So I’ve been trying to think of some examples that make use of the Garmin POI data from my last post. Seeing as POI data naturally lends itself to nearest-neighbour queries, I thought I’d write a little about those.

The general form of the nearest neighbor query is: “Show me the closest x restaurants/pubs/train stations to this location”; this is the query pattern used by location-aware applications to find POIs close to the user’s current location, for example. However, another pattern of which I’ve seen much fewer examples is how to update an entire table of records in order to determine and populate the nearest neighbour for each row in the table (indeed, this very question came up on the MSDN spatial forum just last week).
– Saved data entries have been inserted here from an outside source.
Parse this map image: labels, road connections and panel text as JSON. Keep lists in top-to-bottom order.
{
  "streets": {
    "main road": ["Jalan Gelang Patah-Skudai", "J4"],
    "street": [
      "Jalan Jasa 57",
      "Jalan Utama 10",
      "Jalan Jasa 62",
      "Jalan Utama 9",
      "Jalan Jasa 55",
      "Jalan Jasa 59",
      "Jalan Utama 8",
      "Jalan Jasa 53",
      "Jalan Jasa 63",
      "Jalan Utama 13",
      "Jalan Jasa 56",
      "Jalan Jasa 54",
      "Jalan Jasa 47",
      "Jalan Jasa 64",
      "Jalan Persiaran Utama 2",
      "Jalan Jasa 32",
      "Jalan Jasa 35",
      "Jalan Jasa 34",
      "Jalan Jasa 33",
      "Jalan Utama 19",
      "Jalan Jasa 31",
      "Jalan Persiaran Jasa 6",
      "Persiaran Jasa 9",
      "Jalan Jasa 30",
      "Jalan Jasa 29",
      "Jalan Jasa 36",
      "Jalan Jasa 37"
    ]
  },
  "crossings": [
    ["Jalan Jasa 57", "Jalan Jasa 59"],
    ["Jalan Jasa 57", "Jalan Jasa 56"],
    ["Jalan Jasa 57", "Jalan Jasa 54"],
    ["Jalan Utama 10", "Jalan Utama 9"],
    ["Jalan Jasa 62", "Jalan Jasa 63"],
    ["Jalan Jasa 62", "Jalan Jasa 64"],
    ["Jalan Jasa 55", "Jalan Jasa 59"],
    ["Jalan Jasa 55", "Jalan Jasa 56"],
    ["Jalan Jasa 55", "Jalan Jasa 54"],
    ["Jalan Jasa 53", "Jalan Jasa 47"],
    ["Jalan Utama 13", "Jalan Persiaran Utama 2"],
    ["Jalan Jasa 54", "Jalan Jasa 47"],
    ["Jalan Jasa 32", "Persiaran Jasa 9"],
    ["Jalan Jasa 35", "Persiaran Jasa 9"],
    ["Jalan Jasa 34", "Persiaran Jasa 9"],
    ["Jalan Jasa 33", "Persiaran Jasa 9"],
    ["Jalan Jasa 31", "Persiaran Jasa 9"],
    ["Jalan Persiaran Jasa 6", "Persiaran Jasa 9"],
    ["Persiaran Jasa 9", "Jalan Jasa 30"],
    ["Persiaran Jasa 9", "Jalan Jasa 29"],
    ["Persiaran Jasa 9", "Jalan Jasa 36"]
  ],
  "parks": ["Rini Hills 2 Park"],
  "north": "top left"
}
With this in mind, I thought I’d demonstrate a practical scenario: let’s say you’re planning going for a swim at the local pool and, after you’ve swum 50 lengths, you’ll probably feel a bit peckish – perhaps in the need for some fish ‘n’ chips. So, in this example I’m firstly going to import the Garmin POI data for swimming pools and fish ‘n’ chip shops in the UK, each being represented by a geography Point instance. I’ll then add an extra column to the swimming pool table and populate it with the closest fish and chip shop to every swimming pool.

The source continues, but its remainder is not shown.